We next sought to determine whether any of the four rare, intronic variants in NLGN3 could act as autism susceptibility alleles. If so, we would predict that these variants should fall in regions identified as functional by the ENCODE Project[77]. All of the intronic variants are located within regions of enriched H3K4Me1 markers in H1 ES, HMEC, and K562 cells (Figure2A). Regions with the mono-methylation of histone H3 lysine 4 are suggestive of enhancer and/or promotor activity due to the epigenetic modification of histone proteins[78].

One of the variants (chrX:70291656) was found to be located within the NAS of CD34- cells, and there are no common intronic variants located nearby. NAS are loci that are free of nucleosomes and are therefore hypothesized to allow cis-acting DNA to interact with trans-acting factors[79]. The same variant (chrX:70291656) also falls within a HMR conserved Bach1 TFBS (z-score 2.68, P < 0.004) (Figure2B). Bach1 is a member of the BTB-basic leucine zipper transcription factor family and is a mammalian repressor of heme oxygenase 1 (HO-1)[80]. The intronic NLGN3 variant chrX:70291656 found at the most highly evolutionary conserved site did segregate with autism as shown in Additional file6.

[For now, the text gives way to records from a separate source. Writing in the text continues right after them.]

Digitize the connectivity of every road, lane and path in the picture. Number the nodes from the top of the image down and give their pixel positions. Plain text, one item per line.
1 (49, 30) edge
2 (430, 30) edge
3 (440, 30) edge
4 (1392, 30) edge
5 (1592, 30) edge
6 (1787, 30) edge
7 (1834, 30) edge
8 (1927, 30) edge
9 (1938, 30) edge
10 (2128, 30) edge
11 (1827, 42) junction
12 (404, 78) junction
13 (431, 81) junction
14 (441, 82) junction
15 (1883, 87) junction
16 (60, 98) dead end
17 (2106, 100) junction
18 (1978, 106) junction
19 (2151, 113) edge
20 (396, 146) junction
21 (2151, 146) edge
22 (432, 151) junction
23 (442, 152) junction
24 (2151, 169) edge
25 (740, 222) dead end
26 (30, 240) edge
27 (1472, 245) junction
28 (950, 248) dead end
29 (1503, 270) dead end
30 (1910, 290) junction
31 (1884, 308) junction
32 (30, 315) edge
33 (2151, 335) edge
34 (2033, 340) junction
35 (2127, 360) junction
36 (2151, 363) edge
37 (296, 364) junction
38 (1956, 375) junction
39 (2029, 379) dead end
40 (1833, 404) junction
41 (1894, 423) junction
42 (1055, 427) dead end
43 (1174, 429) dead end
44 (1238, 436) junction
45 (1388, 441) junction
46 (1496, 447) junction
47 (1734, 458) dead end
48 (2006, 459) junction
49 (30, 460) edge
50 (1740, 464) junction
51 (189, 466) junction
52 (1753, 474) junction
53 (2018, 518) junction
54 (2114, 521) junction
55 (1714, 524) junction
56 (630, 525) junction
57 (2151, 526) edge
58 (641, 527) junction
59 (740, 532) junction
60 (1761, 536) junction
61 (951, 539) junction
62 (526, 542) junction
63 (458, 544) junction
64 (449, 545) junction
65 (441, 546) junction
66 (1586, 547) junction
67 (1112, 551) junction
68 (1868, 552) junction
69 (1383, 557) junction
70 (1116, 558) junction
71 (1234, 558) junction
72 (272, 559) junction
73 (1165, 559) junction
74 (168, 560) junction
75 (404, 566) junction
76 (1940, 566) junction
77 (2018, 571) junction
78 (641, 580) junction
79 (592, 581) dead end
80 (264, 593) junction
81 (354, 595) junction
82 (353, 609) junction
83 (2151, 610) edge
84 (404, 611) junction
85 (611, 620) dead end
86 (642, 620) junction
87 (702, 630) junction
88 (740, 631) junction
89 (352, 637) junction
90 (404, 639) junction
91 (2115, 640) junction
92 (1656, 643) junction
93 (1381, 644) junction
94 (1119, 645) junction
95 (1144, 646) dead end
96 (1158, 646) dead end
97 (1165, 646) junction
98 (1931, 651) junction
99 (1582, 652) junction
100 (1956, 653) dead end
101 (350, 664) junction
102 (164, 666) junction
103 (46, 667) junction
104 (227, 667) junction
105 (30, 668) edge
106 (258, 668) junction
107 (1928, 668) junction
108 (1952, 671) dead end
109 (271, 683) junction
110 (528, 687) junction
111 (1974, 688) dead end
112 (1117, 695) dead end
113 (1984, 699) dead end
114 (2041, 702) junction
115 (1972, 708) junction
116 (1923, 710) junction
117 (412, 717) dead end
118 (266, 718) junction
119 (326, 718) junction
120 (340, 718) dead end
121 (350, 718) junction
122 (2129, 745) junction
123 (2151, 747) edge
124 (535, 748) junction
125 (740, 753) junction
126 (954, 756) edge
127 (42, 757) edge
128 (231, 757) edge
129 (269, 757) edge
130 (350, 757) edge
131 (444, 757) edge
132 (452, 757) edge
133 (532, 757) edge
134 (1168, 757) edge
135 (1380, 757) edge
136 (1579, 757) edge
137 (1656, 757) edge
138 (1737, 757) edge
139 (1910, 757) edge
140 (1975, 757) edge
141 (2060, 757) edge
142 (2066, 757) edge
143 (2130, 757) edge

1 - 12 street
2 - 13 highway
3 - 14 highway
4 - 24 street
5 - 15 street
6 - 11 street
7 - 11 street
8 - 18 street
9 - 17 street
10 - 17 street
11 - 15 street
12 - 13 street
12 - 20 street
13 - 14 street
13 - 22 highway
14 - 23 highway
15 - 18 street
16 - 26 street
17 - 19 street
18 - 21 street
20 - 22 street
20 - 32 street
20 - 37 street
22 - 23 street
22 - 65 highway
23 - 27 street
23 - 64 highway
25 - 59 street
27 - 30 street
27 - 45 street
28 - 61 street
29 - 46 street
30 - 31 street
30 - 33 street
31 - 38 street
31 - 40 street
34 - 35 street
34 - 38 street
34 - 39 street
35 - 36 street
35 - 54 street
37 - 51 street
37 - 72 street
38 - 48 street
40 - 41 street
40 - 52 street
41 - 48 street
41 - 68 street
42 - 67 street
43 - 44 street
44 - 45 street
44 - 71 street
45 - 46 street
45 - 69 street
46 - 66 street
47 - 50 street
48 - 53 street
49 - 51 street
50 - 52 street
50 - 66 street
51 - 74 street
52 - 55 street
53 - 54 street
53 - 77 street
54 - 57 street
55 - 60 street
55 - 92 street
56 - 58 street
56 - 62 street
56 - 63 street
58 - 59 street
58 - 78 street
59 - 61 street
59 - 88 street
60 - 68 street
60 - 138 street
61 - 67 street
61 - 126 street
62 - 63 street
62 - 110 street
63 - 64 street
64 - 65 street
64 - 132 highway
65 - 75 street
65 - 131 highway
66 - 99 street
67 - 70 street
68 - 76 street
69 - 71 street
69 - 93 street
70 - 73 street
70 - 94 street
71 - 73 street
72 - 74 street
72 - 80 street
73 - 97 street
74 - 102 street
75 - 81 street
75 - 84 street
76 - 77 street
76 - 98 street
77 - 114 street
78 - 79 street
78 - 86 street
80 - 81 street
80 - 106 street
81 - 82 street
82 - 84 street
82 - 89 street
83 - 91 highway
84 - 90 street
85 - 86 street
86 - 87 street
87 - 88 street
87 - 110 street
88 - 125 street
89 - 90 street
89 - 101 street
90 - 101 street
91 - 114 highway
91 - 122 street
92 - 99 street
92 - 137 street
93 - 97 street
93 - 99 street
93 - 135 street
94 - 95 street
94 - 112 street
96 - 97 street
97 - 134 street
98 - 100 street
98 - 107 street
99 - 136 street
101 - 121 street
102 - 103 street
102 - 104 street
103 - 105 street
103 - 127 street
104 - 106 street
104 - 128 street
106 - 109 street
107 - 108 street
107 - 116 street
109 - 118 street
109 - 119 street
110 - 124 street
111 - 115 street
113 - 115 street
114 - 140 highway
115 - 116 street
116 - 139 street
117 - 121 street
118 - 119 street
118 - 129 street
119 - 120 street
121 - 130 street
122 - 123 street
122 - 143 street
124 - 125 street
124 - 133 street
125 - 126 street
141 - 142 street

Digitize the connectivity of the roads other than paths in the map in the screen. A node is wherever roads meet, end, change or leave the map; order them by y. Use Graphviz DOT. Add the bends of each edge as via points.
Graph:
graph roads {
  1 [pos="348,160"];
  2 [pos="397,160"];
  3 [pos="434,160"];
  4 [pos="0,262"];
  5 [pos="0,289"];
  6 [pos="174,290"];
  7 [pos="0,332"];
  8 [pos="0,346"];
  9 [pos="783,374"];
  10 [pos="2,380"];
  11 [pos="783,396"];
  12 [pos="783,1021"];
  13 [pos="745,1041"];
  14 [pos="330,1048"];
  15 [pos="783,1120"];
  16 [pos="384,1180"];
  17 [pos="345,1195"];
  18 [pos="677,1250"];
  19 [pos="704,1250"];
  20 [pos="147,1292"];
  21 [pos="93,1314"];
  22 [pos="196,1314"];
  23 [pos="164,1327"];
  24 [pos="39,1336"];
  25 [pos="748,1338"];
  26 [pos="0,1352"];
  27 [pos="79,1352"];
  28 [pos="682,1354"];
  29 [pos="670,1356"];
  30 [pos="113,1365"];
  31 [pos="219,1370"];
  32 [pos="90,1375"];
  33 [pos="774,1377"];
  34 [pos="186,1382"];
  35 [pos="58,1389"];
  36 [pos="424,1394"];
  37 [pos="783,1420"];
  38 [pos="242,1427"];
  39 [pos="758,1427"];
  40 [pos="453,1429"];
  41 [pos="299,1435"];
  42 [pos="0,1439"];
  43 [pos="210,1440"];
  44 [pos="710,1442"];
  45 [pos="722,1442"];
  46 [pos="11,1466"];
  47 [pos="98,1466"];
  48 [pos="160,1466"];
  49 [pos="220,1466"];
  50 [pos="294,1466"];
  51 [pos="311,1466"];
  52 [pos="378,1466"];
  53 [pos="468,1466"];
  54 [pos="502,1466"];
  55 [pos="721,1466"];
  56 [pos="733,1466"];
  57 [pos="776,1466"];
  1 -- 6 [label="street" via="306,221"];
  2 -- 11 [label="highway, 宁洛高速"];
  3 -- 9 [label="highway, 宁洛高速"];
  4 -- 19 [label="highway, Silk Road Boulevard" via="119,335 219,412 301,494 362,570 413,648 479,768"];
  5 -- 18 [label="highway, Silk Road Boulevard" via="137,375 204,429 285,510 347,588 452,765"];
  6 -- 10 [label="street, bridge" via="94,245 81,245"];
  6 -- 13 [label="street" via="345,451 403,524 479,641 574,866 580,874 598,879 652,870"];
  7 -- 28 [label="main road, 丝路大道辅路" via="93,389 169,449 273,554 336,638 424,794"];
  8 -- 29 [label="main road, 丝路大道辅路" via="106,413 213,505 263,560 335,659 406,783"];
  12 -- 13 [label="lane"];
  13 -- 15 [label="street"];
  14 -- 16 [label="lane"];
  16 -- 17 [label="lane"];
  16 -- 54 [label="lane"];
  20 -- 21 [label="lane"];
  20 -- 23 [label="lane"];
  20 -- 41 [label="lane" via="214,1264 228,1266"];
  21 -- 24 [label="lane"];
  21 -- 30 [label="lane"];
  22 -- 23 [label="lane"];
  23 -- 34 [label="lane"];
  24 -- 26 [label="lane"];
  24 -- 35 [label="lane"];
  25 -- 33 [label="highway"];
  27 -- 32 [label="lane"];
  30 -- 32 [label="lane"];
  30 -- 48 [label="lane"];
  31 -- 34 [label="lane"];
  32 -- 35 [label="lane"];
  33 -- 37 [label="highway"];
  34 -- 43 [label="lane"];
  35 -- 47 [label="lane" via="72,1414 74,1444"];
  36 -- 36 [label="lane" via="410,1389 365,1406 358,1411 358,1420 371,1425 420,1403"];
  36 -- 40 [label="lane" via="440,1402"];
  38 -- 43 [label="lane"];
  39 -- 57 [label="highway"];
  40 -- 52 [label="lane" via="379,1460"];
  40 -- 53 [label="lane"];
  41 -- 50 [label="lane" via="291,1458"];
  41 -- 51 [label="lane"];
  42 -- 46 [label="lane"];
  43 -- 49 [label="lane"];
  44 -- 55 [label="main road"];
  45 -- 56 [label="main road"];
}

An additional variant (chrX:70284973) falls within an HMR conserved Roaz TFBS (z-score 2.86, P< 0.003; Figure2C). Roaz is a zinc finger protein that impairs the ability of the Olf-1/EBF transcription factor family to activate olfactory neuron-specific promotors[81]. This variant was found in one case and one control. There are no SNPs or repetitive elements in either of the regions of TFBS; the closest SNP annotated in dbSNP135 is located >150 bp upstream or downstream, and repetitive elements are >1 kbp from either variant. The intronic NLGN3 variant chrX:70284973 also segregates with autism as shown in Additional file6.